**Exercise aim**
In the copy you make of the entries, no picture should appear, and every word must match.

**Saved data entries**

- Opening Delimiter -

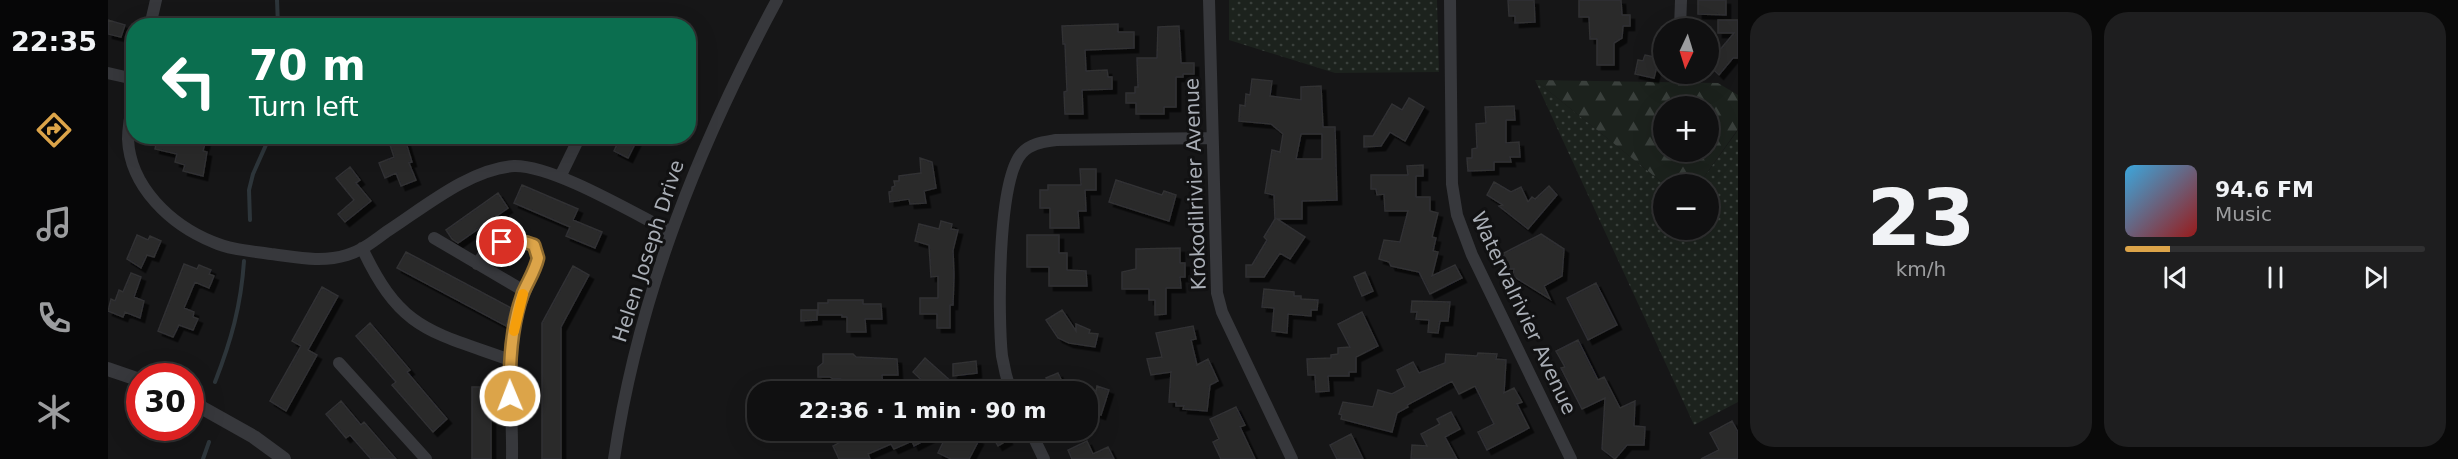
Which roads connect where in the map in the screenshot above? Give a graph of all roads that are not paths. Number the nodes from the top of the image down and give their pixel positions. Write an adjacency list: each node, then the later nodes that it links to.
1 (156, 0): 6 (street)
2 (777, 0): 14 (street, Helen Joseph Drive)
3 (1209, 0): 10 (street, Krokodilrivier Avenue)
4 (1450, 0): 32 (street, Watervalrivier Avenue)
5 (1681, 0): 7 (street)
6 (152, 18)
7 (1680, 18)
8 (108, 73): 9 (street)
9 (126, 77)
10 (1212, 138): 23 (street); 31 (street, Krokodilrivier Avenue)
11 (129, 144): 16 (street)
12 (576, 144): 13 (street)
13 (560, 177): 14 (street); 16 (street)
14 (671, 232): 29 (street, Helen Joseph Drive)
15 (434, 238): 17 (street)
16 (362, 248): 19 (street)
17 (477, 264): 18 (street); 18 (street)
18 (524, 291): 19 (street)
19 (510, 360): 28 (street)
20 (339, 363): 27 (street)
21 (108, 369): 22 (street)
22 (126, 375)
23 (1008, 381)
24 (204, 409): 26 (street)
25 (1035, 441): 30 (street)
26 (284, 459)
27 (426, 459)
28 (512, 459)
29 (614, 459)
30 (1044, 459)
31 (1292, 459)
32 (1571, 459)

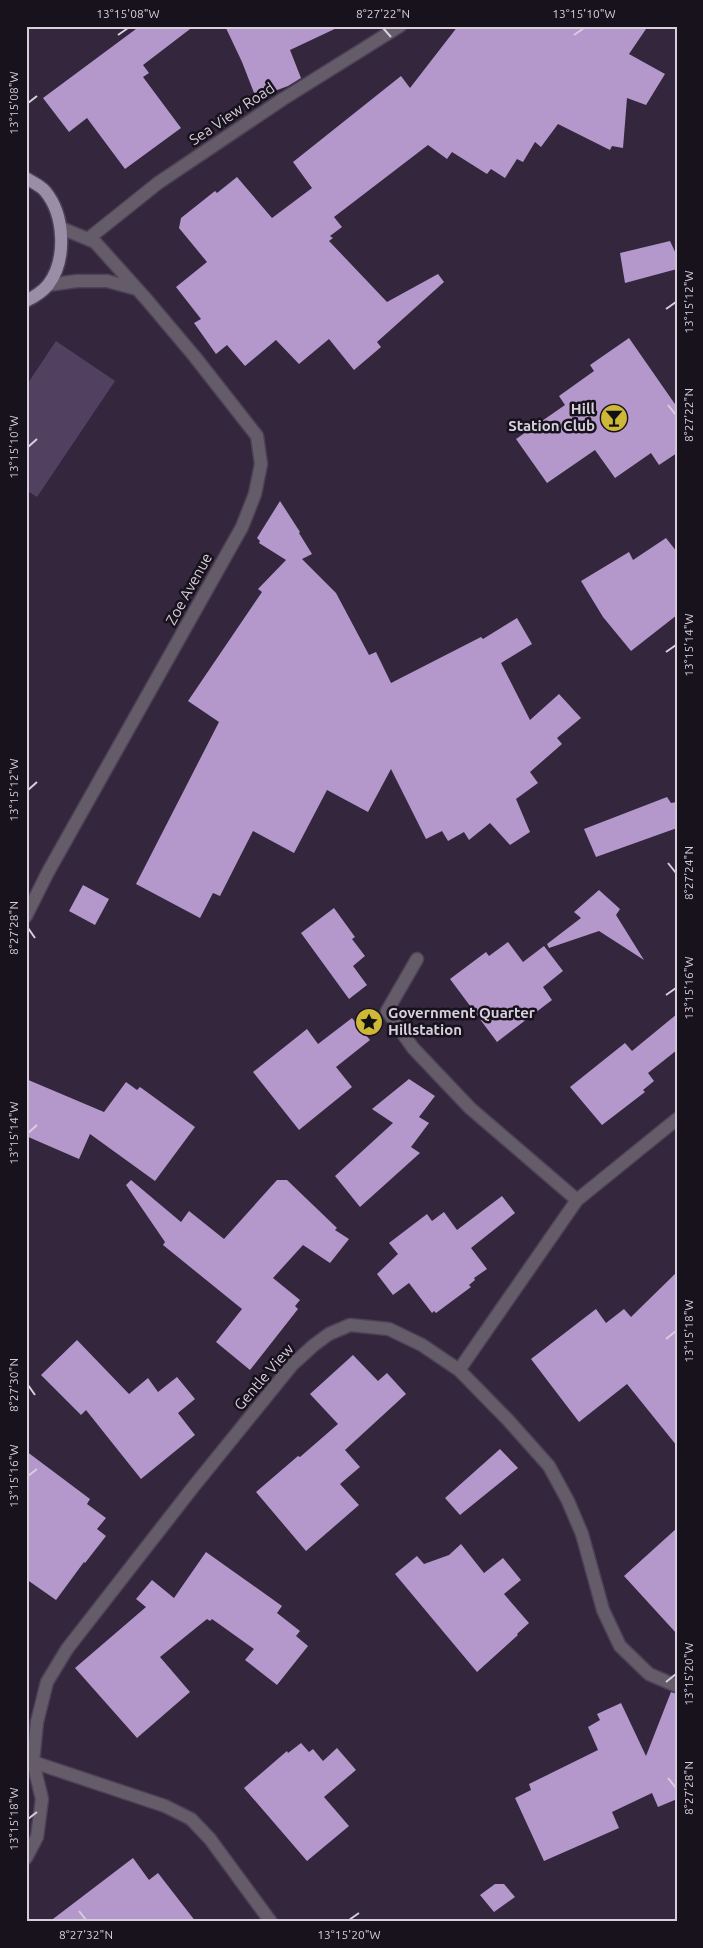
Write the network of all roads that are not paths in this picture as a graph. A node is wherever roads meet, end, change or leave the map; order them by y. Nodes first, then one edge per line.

- Closing Delimiter -

**Solution to this task**
Which roads connect where in the map in the screenshot above? Give a graph of all roads that are not paths. Number the nodes from the top of the image down and give their pixel positions. Write an adjacency list: each node, then the later nodes that it links to.
1 (156, 0): 6 (street)
2 (777, 0): 14 (street, Helen Joseph Drive)
3 (1209, 0): 10 (street, Krokodilrivier Avenue)
4 (1450, 0): 32 (street, Watervalrivier Avenue)
5 (1681, 0): 7 (street)
6 (152, 18)
7 (1680, 18)
8 (108, 73): 9 (street)
9 (126, 77)
10 (1212, 138): 23 (street); 31 (street, Krokodilrivier Avenue)
11 (129, 144): 16 (street)
12 (576, 144): 13 (street)
13 (560, 177): 14 (street); 16 (street)
14 (671, 232): 29 (street, Helen Joseph Drive)
15 (434, 238): 17 (street)
16 (362, 248): 19 (street)
17 (477, 264): 18 (street); 18 (street)
18 (524, 291): 19 (street)
19 (510, 360): 28 (street)
20 (339, 363): 27 (street)
21 (108, 369): 22 (street)
22 (126, 375)
23 (1008, 381)
24 (204, 409): 26 (street)
25 (1035, 441): 30 (street)
26 (284, 459)
27 (426, 459)
28 (512, 459)
29 (614, 459)
30 (1044, 459)
31 (1292, 459)
32 (1571, 459)

Write the network of all roads that are not paths in this picture as a graph. A node is wherever roads meet, end, change or leave the map; order them by y. Nodes first, then one edge per line.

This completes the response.